What you need to do: Retype, without alteration, each line from the line containing "pinky pip: (1364, 720)" to the final line of the records.

Dataset entries:
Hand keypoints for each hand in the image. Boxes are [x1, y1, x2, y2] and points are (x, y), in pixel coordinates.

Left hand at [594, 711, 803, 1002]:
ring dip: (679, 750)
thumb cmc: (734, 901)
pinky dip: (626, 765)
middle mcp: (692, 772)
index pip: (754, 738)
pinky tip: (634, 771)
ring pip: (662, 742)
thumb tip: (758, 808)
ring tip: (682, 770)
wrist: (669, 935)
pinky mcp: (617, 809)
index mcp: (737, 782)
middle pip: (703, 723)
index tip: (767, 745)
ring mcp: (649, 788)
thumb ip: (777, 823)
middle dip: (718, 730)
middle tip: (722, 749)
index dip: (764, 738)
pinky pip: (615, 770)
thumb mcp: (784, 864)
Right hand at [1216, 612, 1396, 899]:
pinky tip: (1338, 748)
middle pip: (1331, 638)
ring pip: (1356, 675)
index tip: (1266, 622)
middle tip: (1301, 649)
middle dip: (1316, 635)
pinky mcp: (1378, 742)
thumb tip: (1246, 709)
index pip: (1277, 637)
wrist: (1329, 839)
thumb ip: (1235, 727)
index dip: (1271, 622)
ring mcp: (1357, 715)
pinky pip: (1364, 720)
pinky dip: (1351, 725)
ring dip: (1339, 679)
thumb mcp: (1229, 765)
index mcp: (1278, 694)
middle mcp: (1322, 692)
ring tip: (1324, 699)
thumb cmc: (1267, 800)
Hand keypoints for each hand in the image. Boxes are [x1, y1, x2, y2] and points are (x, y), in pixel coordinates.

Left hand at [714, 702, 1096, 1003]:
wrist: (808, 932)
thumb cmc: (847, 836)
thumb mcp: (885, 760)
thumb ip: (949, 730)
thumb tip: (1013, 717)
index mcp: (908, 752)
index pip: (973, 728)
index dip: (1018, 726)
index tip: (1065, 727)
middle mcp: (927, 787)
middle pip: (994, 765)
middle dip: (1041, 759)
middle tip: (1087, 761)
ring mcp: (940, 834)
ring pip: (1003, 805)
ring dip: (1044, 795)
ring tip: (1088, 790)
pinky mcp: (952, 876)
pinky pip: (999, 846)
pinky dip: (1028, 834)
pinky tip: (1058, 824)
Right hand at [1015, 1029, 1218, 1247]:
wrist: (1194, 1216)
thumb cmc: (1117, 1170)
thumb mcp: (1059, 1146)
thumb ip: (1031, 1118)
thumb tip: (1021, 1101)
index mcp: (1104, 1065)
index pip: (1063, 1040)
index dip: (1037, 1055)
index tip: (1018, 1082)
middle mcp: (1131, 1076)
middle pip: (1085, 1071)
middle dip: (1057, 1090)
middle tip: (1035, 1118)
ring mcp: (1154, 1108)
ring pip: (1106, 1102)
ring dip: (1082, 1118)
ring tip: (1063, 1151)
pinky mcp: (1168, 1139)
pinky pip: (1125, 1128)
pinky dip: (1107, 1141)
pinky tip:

Finished exercise:
pinky pip: (1364, 720)
pinky dip: (1351, 725)
ring dip: (1339, 679)
thumb mcp: (1229, 765)
index mcp: (1278, 694)
middle mcp: (1322, 692)
ring tip: (1324, 699)
thumb cmc: (1267, 800)
Hand keypoints for each hand in the image. Boxes are [x1, y1, x2, y2] and points are (x, y), in pixel coordinates.

Left hand at [714, 702, 1096, 1003]:
wrist: (808, 932)
thumb cmc: (847, 836)
thumb mcp: (885, 760)
thumb ip: (949, 730)
thumb tip: (1013, 717)
index mcp: (908, 752)
index pip: (973, 728)
index dip: (1018, 726)
index tip: (1065, 727)
middle mcp: (927, 787)
middle pip: (994, 765)
middle dip: (1041, 759)
middle tip: (1087, 761)
ring mcp: (940, 834)
ring pip: (1003, 805)
ring dip: (1044, 795)
ring tip: (1088, 790)
pinky mcp: (952, 876)
pinky pip: (999, 846)
pinky dip: (1028, 834)
pinky tip: (1058, 824)
Right hand at [1015, 1029, 1218, 1247]:
wrist: (1194, 1216)
thumb cmc: (1117, 1170)
thumb mcp: (1059, 1146)
thumb ip: (1031, 1118)
thumb tip: (1021, 1101)
index mcp: (1104, 1065)
index pip: (1063, 1040)
index dip: (1037, 1055)
index tip: (1018, 1082)
middle mcp: (1131, 1076)
middle pip: (1085, 1071)
middle dip: (1057, 1090)
middle tip: (1035, 1118)
ring mcp: (1154, 1108)
ring pip: (1106, 1102)
ring dip: (1082, 1118)
ring tip: (1063, 1151)
pinky mcp: (1168, 1139)
pinky pip: (1125, 1128)
pinky dip: (1107, 1141)
pinky tip:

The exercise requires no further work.